Egyptian Journal of Surgery Vol 28, No 3, July, 2009
ORIGINAL ARTICLE
TETRACYCLINE SCLEROTHERAPY IN TREATING POSTMASTECTOMY
SEROMA: A SIMPLE SOLUTION FOR A FREQUENTLY OCCURRING
PROBLEM
Emad Hokkam, Sherif Farrag, Soliman El Kammash
Department of General Surgery, Faculty of Medicine, Suez Canal University, Ismailia, Egypt
Correspondence to: Emad Hokkam, Email: ehokkam@gmail.com

Aim: Seroma is the most common complication occurring after breast surgery. Its management usually involves repeated
aspiration and drain insertion. Tetracycline sclerotherapy appeared successful for treating many chronic fluid collections
e.g. pleural effusions, hydrocele, liver cysts, renal cysts….etc. The present study aimed to evaluate the efficacy of topical
tetracycline (TCN) sclerotherapy in treating postmastectomy seroma.

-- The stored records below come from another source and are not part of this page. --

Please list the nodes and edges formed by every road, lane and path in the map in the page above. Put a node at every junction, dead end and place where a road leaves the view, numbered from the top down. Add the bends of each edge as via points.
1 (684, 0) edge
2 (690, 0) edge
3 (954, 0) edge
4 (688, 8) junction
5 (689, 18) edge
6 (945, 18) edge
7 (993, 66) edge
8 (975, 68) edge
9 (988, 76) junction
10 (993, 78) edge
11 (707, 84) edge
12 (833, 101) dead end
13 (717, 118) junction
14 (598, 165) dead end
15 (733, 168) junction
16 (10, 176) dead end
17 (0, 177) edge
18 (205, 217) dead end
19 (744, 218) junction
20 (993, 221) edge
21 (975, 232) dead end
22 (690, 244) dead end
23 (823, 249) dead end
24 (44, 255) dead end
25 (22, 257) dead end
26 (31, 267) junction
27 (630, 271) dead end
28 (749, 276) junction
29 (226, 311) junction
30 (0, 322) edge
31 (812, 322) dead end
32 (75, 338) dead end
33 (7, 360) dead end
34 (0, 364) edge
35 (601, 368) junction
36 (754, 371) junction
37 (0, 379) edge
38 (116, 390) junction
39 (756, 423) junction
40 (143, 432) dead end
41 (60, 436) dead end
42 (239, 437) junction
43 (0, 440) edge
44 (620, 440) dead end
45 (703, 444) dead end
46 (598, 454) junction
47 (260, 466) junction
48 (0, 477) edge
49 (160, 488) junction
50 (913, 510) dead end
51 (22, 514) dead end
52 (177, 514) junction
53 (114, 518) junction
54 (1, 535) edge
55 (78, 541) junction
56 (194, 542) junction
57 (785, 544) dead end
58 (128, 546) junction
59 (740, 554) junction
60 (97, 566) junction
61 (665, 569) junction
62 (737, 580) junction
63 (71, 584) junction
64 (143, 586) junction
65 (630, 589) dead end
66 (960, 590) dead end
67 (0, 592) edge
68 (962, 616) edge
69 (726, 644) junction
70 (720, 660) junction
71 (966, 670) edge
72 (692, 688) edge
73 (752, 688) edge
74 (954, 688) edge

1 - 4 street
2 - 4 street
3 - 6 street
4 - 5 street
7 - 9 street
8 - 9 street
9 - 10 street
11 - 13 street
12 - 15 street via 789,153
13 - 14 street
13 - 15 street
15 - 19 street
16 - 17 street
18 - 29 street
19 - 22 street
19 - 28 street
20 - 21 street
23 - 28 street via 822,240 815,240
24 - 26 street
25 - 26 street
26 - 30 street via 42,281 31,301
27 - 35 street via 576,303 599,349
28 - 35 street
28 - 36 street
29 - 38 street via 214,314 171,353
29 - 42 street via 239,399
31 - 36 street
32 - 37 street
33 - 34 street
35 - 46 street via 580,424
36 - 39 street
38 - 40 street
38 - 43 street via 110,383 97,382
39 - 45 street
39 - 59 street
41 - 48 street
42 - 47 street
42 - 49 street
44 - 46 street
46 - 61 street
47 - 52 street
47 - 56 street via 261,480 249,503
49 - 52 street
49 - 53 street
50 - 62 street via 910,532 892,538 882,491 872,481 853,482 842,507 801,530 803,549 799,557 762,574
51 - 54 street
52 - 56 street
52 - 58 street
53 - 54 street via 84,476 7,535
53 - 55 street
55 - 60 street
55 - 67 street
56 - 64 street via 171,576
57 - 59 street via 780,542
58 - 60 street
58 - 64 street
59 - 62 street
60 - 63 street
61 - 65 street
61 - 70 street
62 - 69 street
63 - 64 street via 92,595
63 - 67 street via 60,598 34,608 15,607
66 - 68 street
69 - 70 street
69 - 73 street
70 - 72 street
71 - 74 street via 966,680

Methods: Forty nine female patients with resistant post mastectomy seroma were enrolled in the study. All patients
were subjected to aspiration of the seroma and instillation of 2g tetracycline dissolved in 100 ml sodium chloride 0.9% +
10 ml Lidocaine. After 24 hours, the solution is re-aspirated and a crepe bandage is applied to the chest wall. Each
patient is asked to record her pain using the Visual Analogue Scale (VAS). The procedure is repeated in patients who had
experienced seroma recollection.
Results: Thirty six patients (73.4%) were successfully treated with one sclerotherapy session while nine patients (18.4%)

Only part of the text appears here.